INSTRUCTIONS TO FOLLOW
Go over the records and copy every line with the string "nodes".

SUPPLIED DATA
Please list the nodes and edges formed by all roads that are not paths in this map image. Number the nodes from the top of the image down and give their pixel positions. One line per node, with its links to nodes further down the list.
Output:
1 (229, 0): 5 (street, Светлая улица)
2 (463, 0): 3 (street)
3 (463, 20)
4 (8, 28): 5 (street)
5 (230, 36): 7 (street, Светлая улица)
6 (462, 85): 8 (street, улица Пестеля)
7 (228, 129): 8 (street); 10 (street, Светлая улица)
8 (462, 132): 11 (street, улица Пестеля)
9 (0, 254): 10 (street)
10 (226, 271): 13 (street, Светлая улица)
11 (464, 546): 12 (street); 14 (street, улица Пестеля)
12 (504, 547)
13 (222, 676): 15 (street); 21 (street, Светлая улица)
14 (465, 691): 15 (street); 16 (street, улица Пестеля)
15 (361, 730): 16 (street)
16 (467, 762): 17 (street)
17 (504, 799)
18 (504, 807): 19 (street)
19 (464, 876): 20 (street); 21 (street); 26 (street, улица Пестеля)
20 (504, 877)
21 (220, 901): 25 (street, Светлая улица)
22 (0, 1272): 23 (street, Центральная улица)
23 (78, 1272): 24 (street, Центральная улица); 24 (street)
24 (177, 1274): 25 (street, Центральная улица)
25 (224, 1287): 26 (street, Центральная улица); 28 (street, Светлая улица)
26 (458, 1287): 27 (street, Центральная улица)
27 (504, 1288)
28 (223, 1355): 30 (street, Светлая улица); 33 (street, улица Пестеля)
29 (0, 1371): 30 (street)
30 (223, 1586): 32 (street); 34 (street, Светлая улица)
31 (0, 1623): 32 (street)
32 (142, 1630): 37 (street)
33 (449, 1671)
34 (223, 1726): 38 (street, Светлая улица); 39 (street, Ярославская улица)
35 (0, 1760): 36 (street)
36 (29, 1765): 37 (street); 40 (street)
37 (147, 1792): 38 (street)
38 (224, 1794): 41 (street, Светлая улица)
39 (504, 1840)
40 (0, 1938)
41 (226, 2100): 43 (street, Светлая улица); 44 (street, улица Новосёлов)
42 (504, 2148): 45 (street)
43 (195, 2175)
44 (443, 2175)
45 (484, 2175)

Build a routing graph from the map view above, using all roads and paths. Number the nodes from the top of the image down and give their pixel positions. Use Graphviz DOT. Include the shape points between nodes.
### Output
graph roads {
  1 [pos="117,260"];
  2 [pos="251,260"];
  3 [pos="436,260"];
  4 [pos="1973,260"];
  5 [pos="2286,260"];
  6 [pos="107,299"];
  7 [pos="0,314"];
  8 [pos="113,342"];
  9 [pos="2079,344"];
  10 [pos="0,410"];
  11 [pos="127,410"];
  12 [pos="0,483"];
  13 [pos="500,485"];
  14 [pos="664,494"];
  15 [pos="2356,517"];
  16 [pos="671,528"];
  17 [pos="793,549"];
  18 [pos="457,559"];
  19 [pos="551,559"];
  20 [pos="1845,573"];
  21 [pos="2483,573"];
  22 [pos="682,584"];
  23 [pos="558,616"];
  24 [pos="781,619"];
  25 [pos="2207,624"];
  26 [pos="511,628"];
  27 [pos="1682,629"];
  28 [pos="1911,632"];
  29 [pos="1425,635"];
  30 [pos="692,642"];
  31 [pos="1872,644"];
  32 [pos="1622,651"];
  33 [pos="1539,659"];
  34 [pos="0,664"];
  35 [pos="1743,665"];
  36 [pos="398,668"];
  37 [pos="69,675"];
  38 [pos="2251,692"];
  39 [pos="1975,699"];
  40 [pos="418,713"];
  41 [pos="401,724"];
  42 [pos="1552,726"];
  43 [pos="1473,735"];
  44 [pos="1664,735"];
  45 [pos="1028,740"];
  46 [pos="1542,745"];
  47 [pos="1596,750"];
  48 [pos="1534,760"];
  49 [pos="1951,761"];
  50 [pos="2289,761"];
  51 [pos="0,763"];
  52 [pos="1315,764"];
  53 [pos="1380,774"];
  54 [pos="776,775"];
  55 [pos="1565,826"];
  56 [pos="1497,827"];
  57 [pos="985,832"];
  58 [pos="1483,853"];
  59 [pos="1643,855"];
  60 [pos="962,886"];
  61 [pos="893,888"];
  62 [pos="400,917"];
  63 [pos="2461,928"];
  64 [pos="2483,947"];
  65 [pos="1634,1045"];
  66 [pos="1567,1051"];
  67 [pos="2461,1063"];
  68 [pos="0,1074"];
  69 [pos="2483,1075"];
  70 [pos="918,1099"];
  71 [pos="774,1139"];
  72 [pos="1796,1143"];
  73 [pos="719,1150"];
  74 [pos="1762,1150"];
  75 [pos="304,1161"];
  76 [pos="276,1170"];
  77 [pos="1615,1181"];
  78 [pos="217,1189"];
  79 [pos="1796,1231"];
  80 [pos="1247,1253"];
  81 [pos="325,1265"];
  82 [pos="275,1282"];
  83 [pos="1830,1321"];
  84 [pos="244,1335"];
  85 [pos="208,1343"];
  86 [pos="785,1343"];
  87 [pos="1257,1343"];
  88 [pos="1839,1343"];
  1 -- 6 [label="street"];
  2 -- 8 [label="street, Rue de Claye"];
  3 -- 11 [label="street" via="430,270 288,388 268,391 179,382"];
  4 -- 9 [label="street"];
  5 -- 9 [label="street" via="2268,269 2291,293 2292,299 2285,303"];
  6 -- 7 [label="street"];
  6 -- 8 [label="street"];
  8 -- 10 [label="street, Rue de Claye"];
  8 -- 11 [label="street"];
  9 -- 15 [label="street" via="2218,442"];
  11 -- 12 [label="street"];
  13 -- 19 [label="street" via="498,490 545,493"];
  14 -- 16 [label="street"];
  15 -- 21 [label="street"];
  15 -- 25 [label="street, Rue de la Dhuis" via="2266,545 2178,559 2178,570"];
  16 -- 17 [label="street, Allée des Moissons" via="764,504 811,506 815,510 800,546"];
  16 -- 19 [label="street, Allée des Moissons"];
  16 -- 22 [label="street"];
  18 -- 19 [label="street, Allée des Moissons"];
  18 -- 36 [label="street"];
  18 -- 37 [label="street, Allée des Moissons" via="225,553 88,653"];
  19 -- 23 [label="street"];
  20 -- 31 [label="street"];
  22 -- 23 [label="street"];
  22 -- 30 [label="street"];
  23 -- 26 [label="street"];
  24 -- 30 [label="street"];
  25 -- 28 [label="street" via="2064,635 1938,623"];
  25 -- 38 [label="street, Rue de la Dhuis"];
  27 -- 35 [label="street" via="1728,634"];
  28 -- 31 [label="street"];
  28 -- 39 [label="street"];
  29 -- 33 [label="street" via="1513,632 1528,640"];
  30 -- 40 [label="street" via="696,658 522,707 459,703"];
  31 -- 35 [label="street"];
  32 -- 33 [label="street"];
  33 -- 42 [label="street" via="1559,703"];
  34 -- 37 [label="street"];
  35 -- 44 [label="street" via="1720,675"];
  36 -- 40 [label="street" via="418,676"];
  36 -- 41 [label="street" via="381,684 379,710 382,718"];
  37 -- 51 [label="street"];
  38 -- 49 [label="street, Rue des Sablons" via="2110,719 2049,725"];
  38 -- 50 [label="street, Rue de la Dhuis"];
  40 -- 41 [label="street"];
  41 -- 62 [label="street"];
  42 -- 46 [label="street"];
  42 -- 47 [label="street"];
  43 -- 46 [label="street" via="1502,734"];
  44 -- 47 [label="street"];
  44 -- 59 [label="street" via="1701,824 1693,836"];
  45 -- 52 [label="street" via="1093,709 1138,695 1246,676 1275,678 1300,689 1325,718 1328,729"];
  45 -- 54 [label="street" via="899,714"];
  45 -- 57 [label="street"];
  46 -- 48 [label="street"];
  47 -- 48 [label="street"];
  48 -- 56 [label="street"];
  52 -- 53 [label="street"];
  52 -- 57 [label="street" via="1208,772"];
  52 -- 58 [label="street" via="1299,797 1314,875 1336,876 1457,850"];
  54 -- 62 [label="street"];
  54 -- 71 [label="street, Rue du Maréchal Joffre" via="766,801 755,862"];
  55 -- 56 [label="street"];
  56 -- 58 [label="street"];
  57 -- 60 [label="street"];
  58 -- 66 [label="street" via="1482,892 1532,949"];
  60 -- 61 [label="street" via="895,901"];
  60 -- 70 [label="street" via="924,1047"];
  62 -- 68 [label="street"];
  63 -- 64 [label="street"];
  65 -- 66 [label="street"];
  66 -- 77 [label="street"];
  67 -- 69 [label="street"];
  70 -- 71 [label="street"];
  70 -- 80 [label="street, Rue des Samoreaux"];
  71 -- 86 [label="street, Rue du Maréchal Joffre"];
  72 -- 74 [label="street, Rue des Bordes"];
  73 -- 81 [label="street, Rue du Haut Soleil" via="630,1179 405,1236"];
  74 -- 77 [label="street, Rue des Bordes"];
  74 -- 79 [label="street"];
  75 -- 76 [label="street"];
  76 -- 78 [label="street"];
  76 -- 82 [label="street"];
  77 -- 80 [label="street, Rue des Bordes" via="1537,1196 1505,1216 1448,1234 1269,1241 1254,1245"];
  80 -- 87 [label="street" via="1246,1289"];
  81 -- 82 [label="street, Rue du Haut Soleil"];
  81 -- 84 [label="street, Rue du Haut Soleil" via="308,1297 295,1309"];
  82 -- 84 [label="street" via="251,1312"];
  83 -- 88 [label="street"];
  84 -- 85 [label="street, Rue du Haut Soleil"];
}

TASK OUTPUT
Please list the nodes and edges formed by all roads that are not paths in this map image. Number the nodes from the top of the image down and give their pixel positions. One line per node, with its links to nodes further down the list.
Build a routing graph from the map view above, using all roads and paths. Number the nodes from the top of the image down and give their pixel positions. Use Graphviz DOT. Include the shape points between nodes.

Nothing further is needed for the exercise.